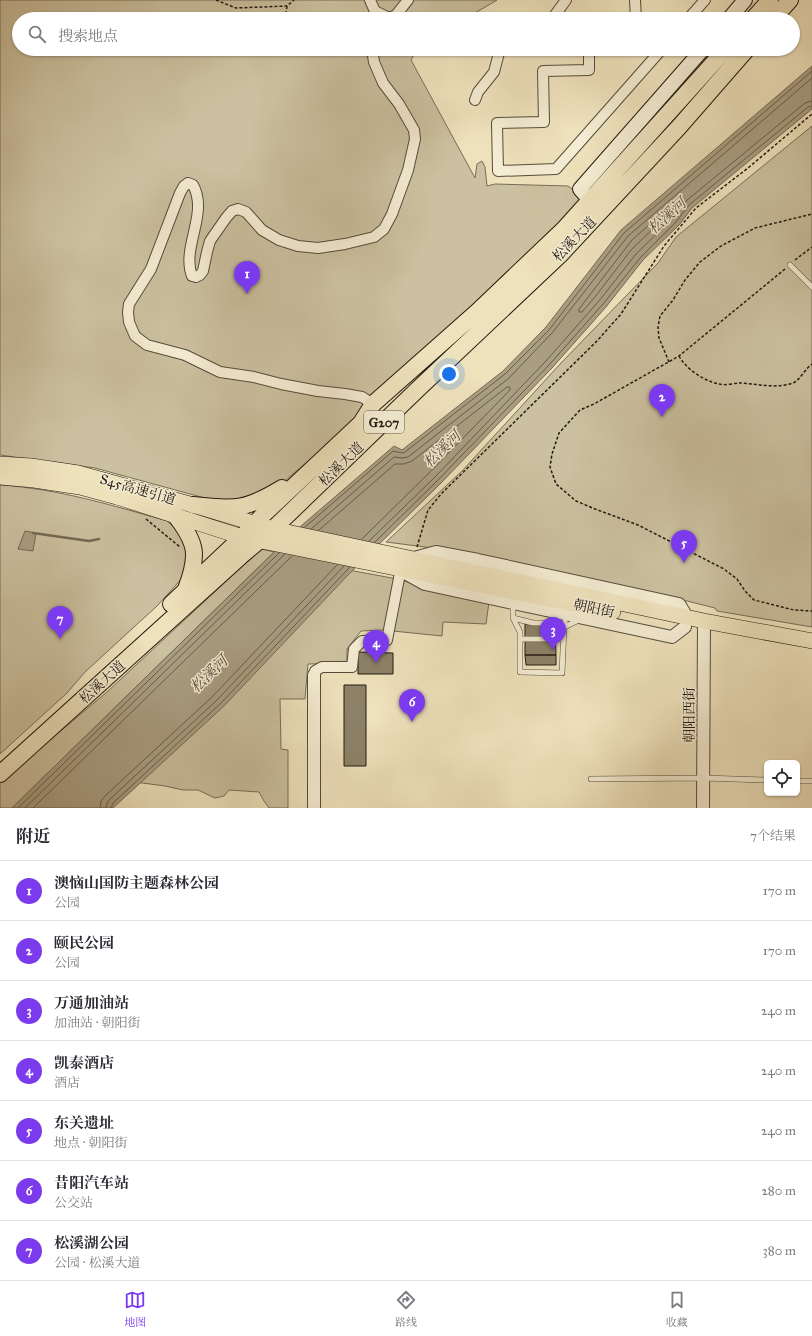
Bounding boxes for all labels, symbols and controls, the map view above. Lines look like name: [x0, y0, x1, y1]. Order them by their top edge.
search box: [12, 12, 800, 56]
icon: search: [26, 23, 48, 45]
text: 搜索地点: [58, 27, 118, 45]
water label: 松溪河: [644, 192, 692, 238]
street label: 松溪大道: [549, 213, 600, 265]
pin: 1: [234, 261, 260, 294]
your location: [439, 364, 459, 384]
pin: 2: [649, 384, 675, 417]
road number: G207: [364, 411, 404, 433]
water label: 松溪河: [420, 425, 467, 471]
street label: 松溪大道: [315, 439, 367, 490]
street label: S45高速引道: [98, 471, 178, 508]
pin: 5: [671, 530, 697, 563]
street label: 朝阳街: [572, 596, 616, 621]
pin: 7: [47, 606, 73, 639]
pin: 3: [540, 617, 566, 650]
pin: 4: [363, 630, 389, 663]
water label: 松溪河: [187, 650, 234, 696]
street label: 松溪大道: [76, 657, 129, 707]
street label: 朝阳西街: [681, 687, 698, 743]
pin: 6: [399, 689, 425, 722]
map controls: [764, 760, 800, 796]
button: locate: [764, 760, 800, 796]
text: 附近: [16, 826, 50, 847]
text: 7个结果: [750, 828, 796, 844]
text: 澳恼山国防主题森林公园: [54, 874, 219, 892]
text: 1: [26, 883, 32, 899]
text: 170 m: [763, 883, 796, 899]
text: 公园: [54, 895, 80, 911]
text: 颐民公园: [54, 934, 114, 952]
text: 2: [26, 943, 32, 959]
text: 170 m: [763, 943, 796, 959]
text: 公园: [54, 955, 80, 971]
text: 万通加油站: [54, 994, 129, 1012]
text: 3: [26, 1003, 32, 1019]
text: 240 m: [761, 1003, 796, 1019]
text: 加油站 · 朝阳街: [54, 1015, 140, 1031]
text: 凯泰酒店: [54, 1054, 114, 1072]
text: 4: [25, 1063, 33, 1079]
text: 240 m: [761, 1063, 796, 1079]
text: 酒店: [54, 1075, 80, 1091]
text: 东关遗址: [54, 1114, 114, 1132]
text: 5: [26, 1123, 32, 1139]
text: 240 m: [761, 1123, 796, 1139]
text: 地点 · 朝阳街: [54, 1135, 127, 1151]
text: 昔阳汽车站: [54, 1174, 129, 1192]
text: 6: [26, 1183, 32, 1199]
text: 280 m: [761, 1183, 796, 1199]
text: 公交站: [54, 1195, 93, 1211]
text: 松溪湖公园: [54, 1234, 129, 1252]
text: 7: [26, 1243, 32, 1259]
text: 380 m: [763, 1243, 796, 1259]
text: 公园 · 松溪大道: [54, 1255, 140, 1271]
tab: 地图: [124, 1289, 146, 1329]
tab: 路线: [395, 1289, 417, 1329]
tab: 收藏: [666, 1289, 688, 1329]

────

▸ Instructions for the task
Only the lines containing "water" are needed; pull them out of the listing.

▸ Response
water label: 松溪河: [644, 192, 692, 238]
water label: 松溪河: [420, 425, 467, 471]
water label: 松溪河: [187, 650, 234, 696]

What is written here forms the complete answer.